RECORDS SUPPLIED section start

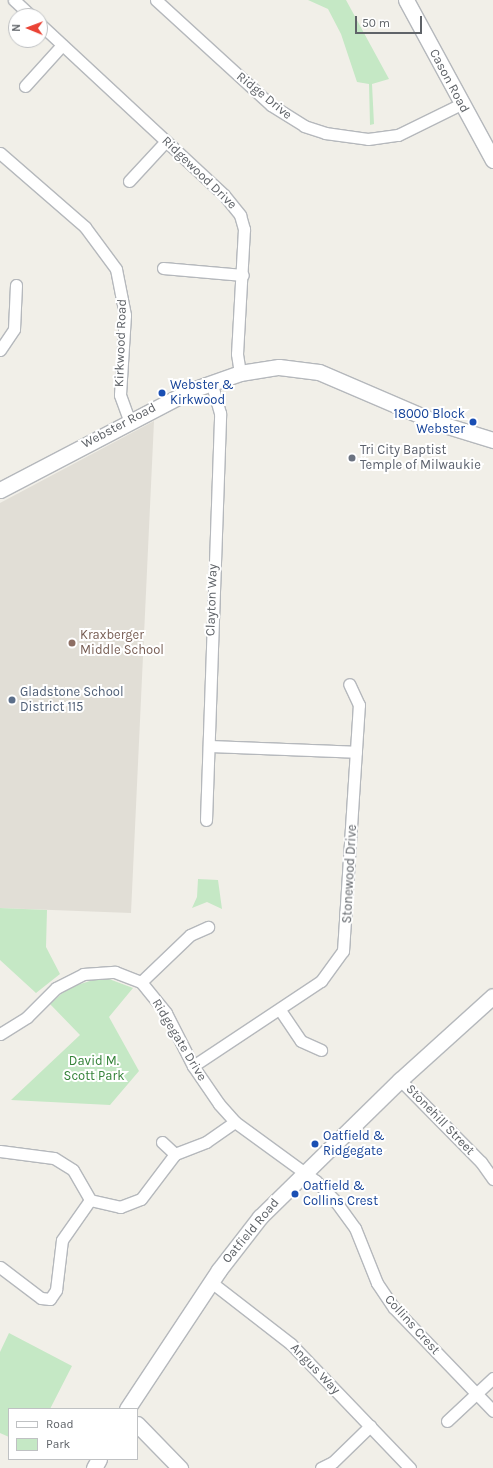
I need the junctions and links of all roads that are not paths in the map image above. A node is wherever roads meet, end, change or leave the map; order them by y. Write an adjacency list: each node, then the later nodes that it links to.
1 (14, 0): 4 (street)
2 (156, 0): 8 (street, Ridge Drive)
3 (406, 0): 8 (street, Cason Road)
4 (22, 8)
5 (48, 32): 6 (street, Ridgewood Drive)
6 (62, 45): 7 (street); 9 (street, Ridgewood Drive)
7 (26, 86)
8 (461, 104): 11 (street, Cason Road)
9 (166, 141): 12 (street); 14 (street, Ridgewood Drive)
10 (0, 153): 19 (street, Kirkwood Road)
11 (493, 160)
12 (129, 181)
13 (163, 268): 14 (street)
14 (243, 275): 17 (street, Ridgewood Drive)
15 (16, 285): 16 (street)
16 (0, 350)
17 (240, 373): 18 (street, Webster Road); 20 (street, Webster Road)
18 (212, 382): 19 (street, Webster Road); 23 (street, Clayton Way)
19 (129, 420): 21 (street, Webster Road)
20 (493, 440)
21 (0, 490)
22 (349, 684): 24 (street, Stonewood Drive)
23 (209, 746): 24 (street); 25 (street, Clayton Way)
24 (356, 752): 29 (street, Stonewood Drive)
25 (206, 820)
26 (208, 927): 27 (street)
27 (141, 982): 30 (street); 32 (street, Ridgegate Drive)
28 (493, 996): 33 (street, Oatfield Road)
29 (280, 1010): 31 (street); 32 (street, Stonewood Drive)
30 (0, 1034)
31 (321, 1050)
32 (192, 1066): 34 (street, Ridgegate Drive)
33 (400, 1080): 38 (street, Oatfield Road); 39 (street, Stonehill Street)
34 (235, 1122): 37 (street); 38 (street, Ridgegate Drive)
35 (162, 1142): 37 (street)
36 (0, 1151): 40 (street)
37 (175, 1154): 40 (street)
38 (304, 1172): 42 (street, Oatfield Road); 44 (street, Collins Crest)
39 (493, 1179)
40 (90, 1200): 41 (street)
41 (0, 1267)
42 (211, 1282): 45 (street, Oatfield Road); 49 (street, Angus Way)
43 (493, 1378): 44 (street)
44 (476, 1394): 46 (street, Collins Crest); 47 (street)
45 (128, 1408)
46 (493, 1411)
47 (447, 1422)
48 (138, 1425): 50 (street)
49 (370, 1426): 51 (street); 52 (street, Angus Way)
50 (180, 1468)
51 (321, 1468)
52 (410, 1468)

RECORDS SUPPLIED section end
RECORDS SUPPLIED section start

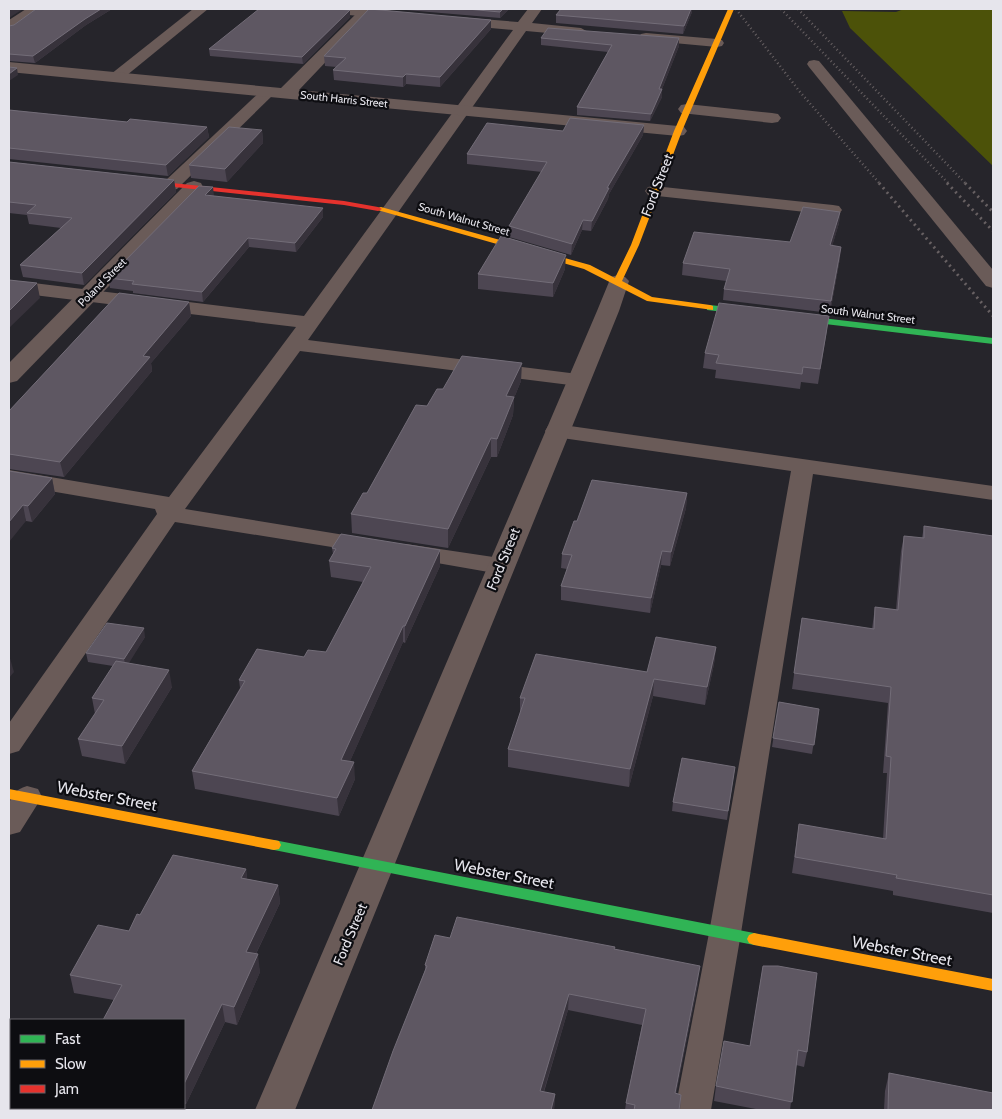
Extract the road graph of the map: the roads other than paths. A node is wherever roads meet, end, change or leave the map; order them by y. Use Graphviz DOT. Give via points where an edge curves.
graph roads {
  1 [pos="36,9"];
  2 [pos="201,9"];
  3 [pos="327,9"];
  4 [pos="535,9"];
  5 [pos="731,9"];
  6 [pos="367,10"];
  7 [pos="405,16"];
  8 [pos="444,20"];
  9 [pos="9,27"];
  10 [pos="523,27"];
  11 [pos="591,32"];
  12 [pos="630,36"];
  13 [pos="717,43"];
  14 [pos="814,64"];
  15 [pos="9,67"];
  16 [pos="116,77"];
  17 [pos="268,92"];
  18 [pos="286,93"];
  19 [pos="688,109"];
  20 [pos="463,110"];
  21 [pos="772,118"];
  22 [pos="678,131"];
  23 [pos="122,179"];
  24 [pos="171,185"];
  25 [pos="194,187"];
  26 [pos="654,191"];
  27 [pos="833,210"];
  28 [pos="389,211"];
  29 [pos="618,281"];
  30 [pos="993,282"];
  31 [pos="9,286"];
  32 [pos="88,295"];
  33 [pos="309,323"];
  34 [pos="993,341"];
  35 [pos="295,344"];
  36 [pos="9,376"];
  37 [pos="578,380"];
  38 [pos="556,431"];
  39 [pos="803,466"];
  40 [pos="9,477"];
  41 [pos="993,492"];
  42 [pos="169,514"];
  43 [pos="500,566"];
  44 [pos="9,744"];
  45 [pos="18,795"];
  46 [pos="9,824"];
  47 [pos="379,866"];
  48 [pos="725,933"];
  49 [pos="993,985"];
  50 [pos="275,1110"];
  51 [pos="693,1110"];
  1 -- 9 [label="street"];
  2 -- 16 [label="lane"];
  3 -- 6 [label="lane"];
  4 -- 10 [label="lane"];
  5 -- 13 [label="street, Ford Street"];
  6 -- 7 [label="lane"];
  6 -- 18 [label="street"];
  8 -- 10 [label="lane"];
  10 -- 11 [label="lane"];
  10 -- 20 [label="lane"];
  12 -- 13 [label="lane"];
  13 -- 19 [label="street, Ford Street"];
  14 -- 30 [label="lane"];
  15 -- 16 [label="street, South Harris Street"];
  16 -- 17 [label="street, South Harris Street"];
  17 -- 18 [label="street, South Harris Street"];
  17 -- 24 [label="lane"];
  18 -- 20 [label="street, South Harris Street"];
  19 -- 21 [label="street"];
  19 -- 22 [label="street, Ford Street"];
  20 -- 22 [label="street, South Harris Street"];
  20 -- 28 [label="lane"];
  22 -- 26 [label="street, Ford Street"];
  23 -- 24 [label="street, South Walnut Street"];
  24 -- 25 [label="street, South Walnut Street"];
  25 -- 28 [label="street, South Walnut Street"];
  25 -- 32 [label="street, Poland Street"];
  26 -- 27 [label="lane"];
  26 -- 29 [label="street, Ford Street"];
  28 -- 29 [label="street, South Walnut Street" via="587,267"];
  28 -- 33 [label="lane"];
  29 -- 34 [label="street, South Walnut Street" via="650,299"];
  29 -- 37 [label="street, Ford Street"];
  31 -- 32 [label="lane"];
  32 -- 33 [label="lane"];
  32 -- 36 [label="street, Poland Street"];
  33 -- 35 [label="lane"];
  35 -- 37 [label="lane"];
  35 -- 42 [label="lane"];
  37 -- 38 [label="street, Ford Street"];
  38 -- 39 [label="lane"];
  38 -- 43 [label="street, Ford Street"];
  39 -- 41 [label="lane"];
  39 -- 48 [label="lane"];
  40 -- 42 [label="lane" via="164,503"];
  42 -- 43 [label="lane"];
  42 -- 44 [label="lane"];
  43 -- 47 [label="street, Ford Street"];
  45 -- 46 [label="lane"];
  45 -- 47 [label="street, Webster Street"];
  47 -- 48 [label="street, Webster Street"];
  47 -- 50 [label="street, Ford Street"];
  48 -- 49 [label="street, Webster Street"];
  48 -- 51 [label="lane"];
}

RECORDS SUPPLIED section end

EXERCISE:
Search the data above for lines holding "Ford" and copy each of them.

ANSWER TO THE PROBLEM:
  5 -- 13 [label="street, Ford Street"];
  13 -- 19 [label="street, Ford Street"];
  19 -- 22 [label="street, Ford Street"];
  22 -- 26 [label="street, Ford Street"];
  26 -- 29 [label="street, Ford Street"];
  29 -- 37 [label="street, Ford Street"];
  37 -- 38 [label="street, Ford Street"];
  38 -- 43 [label="street, Ford Street"];
  43 -- 47 [label="street, Ford Street"];
  47 -- 50 [label="street, Ford Street"];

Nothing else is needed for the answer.